Modifying a dataframe with multiple indexing

# french_cities['Rennes']['Sep'] = 25 # It does not works and breaks the DataFrame
french_cities.loc['Rennes']['Sep'] # = 25 is the right way to do it
french_cities

Transforming datasets

french_cities['Mean'].min(), french_cities['Ampl'].max()

Apply

Let’s convert the temperature mean from Celsius to Fahrenheit degree.

fahrenheit = lambda T: T*9/5+32
french_cities['Mean'].apply(fahrenheit)

Sort

french_cities.sort_values(by='Lati')
french_cities = french_cities.sort_values(by='Lati',ascending=False)
french_cities

Stack and unstack

Instead of seeing the months along the axis 1, and the cities along the axis 0, let’s try to convert these into an outer and an inner axis along only 1 time dimension.

pd.set_option("display.max_rows", 20)
unstacked = french_cities.iloc[:,:12].unstack()
unstacked
type(unstacked)

Transpose

The result is grouped in the wrong order since it sorts first the axis that was unstacked. We need to transpose the dataframe.

city_temp = french_cities.iloc[:,:12].transpose()
city_temp.plot()
city_temp.boxplot(rot=90);

Describing

french_cities['Région'].describe()
french_cities['Région'].unique()
french_cities['Région'].value_counts()
# To save memory, we can convert it to a categorical column:
french_cities["Région"] = french_cities["Région"].astype("category")
french_cities.memory_usage()

Data Aggregation/summarization

groupby

fc_grouped_region = french_cities.groupby("Région")
type(fc_grouped_region)
for group_name, subdf in fc_grouped_region:
    print(group_name)
    print(subdf)
    print("")

Exercise

Consider the following dataset UCI Machine Learning Repository Combined Cycle Power Plant Data Set. This dataset consists of records of measurements relating to peaker power plants of 10000 points over 6 years (2006-2011).

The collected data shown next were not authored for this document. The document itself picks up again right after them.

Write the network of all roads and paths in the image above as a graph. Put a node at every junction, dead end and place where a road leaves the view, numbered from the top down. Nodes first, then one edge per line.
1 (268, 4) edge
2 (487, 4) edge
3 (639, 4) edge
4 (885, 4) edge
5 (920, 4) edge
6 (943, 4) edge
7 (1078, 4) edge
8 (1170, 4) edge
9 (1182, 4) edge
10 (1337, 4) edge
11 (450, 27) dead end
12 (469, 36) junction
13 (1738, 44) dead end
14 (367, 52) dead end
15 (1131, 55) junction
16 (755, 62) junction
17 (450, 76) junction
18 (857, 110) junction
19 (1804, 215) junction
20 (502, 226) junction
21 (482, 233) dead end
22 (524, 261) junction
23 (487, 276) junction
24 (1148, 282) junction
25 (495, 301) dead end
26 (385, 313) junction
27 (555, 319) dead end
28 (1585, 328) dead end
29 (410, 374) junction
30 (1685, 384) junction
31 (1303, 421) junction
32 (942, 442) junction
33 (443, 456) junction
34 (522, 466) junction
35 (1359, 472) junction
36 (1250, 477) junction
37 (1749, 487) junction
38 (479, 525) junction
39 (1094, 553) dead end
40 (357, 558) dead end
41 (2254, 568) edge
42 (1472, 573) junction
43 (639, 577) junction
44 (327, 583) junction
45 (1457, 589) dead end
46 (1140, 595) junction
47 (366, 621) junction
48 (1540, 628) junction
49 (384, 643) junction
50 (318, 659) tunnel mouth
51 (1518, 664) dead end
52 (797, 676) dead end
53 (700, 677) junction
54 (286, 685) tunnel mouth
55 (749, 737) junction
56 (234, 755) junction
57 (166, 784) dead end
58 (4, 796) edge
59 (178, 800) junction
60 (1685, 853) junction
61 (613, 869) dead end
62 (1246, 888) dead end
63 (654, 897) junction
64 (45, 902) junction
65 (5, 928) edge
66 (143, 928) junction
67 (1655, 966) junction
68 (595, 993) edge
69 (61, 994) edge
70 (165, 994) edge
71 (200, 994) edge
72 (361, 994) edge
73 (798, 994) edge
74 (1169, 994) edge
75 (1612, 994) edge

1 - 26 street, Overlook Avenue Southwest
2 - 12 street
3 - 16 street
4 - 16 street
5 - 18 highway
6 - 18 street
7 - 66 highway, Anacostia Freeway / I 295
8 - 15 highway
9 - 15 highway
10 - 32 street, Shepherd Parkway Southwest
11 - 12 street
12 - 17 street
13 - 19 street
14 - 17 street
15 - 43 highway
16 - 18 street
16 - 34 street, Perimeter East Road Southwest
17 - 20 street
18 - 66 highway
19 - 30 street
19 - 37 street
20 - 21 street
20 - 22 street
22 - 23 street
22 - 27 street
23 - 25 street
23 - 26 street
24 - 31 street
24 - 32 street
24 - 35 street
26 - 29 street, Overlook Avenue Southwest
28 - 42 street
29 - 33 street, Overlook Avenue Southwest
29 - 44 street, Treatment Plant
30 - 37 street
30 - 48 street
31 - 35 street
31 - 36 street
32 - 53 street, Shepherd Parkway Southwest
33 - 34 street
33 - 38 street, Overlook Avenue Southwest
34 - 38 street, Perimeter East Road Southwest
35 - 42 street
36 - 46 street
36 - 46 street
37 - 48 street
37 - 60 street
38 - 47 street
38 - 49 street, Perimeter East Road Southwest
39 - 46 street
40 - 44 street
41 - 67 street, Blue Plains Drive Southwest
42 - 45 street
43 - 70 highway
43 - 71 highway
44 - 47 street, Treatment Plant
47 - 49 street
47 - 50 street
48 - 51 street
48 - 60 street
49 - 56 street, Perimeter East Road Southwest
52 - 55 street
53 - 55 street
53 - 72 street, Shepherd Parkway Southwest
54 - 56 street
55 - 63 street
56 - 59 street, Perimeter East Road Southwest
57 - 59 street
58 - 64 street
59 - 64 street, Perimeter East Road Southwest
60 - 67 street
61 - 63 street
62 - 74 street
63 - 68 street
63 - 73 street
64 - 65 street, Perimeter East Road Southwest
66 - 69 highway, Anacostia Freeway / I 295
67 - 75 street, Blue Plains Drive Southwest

Variables - AT = Atmospheric Temperature in C - V = Exhaust Vaccum Speed - AP = Atmospheric Pressure - RH = Relative Humidity - PE = Power Output

We want to model the power output as a function of the other parameters.

Observations are in 5 excel sheets of about 10000 records in “Folds5x2_pp.xlsx”. These 5 sheets are same data shuffled. - Read this file with the pandas function read_excel. What is the type returned by this function? - Implement a select function to regroup all observations in a pandas serie. - Use select function and corr to compute the maximum correlation. - Parallelize this loop with concurrent.futures.